:: AVAILABLE RECORDS ::
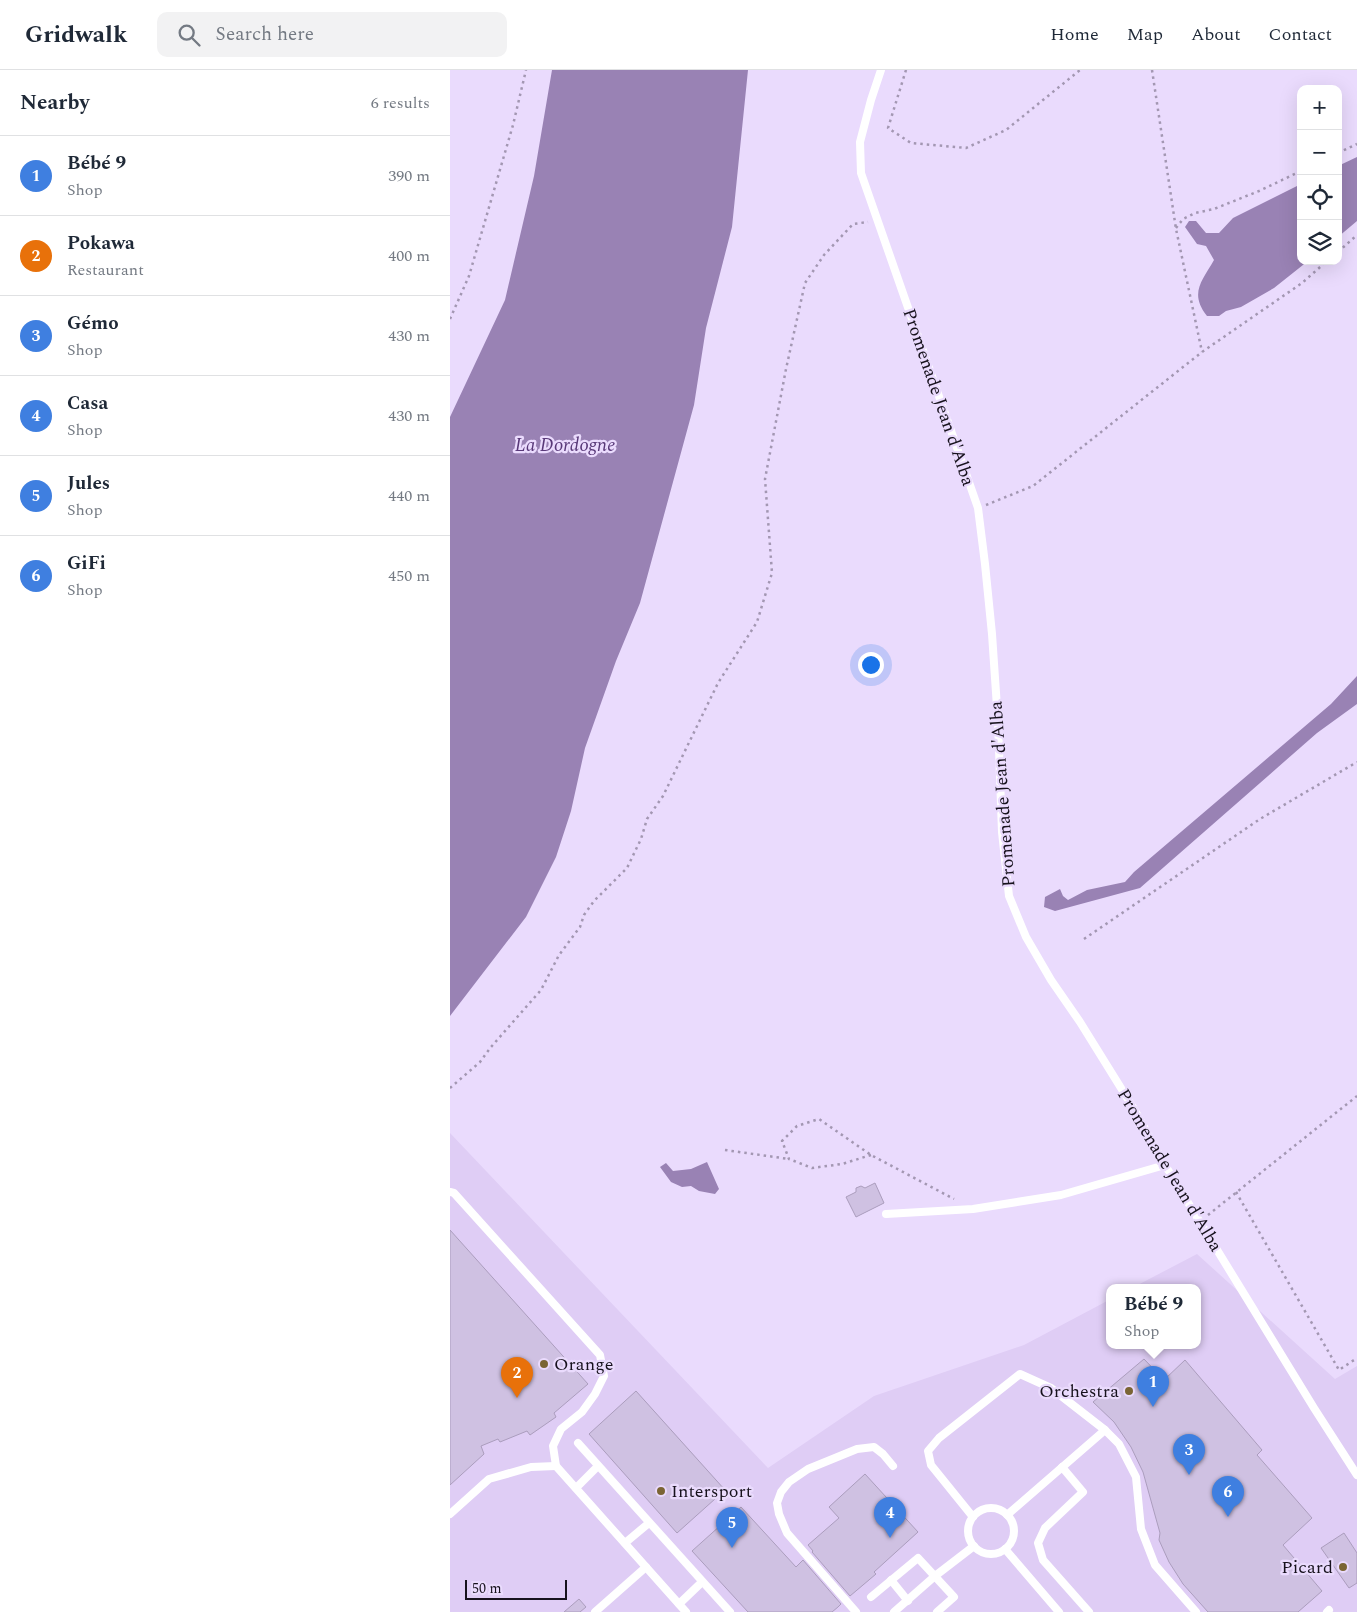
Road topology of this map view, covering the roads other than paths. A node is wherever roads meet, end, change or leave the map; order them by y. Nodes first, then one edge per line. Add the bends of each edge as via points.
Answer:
1 (881, 70) edge
2 (1165, 1165) junction
3 (450, 1192) edge
4 (886, 1214) dead end
5 (1105, 1430) junction
6 (578, 1443) dead end
7 (556, 1466) junction
8 (598, 1466) junction
9 (893, 1466) dead end
10 (1062, 1467) junction
11 (1357, 1475) edge
12 (576, 1488) junction
13 (450, 1514) edge
14 (1007, 1515) junction
15 (972, 1517) junction
16 (650, 1523) junction
17 (625, 1543) junction
18 (974, 1546) junction
19 (1005, 1549) junction
20 (646, 1567) junction
21 (935, 1576) junction
22 (892, 1580) junction
23 (702, 1582) junction
24 (871, 1598) dead end
25 (908, 1601) junction
26 (679, 1604) junction
27 (595, 1612) edge
28 (686, 1612) edge
29 (730, 1612) edge
30 (856, 1612) edge
31 (894, 1612) edge
32 (937, 1612) edge
33 (1059, 1612) edge
34 (1089, 1612) edge
35 (1196, 1612) edge

1 - 2 lane, Promenade Jean d'Alba via 860,142 861,173 978,508 992,634 1002,832 1009,896 1026,937 1134,1109
2 - 4 lane via 1062,1195 973,1209
2 - 11 lane, Promenade Jean d'Alba
3 - 7 lane via 600,1355 604,1376 582,1412 561,1429 553,1446
5 - 10 lane
5 - 15 lane via 1051,1388 1020,1374 939,1438 928,1451 931,1465
5 - 35 lane via 1120,1444 1136,1477 1141,1529 1155,1565
6 - 8 lane
7 - 12 lane
7 - 13 lane via 531,1467 489,1479
8 - 12 lane
8 - 16 lane
9 - 30 lane via 874,1448 857,1449 789,1482 777,1503 787,1533
10 - 14 lane
10 - 34 lane via 1084,1492 1045,1528 1038,1543 1043,1560
12 - 17 lane
14 - 15 lane via 993,1508
14 - 19 lane via 1014,1529
15 - 18 lane via 968,1532
16 - 17 lane
16 - 23 lane
17 - 20 lane
18 - 19 lane via 979,1551 992,1554
18 - 21 lane
19 - 33 lane
20 - 26 lane
20 - 27 lane
21 - 22 lane via 918,1558
21 - 25 lane
21 - 32 lane via 954,1597
22 - 24 lane
22 - 25 lane
23 - 26 lane
23 - 29 lane
25 - 31 lane
26 - 28 lane

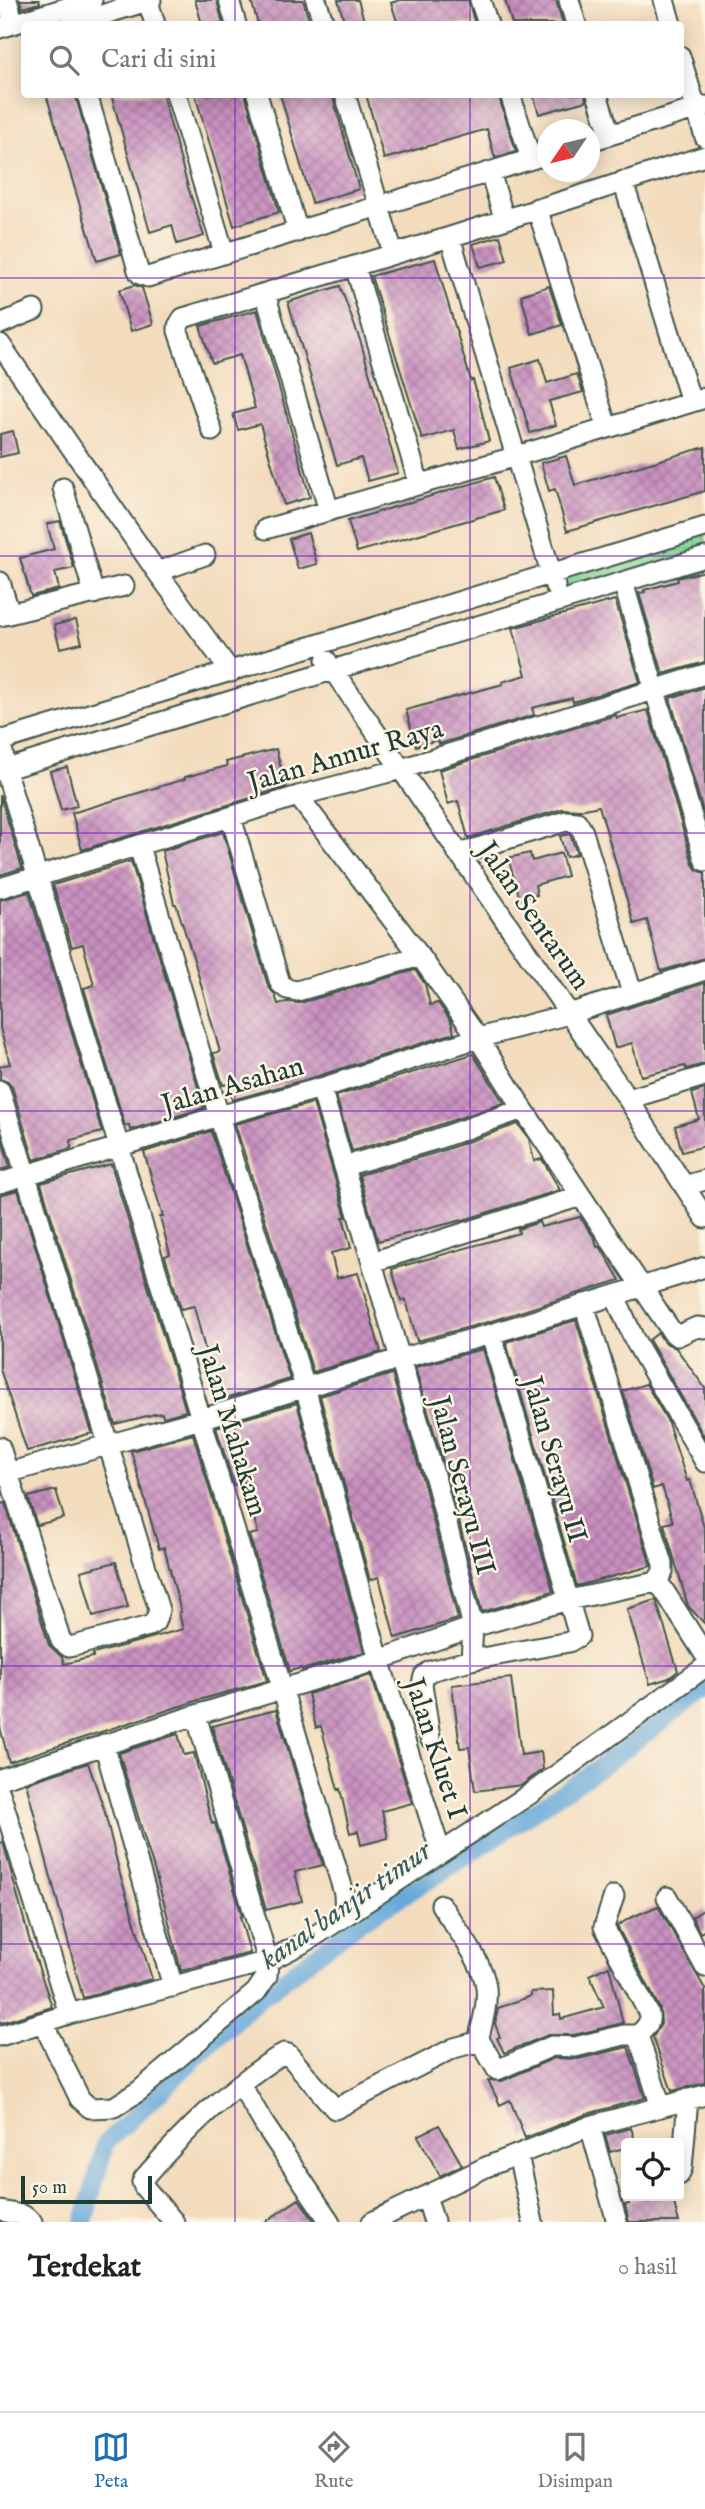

:: YOUR ASSIGNMENT ::
In the entries above, find each line with the word "Jean" and copy it.

:: WRITTEN REPLY ::
1 - 2 lane, Promenade Jean d'Alba via 860,142 861,173 978,508 992,634 1002,832 1009,896 1026,937 1134,1109
2 - 11 lane, Promenade Jean d'Alba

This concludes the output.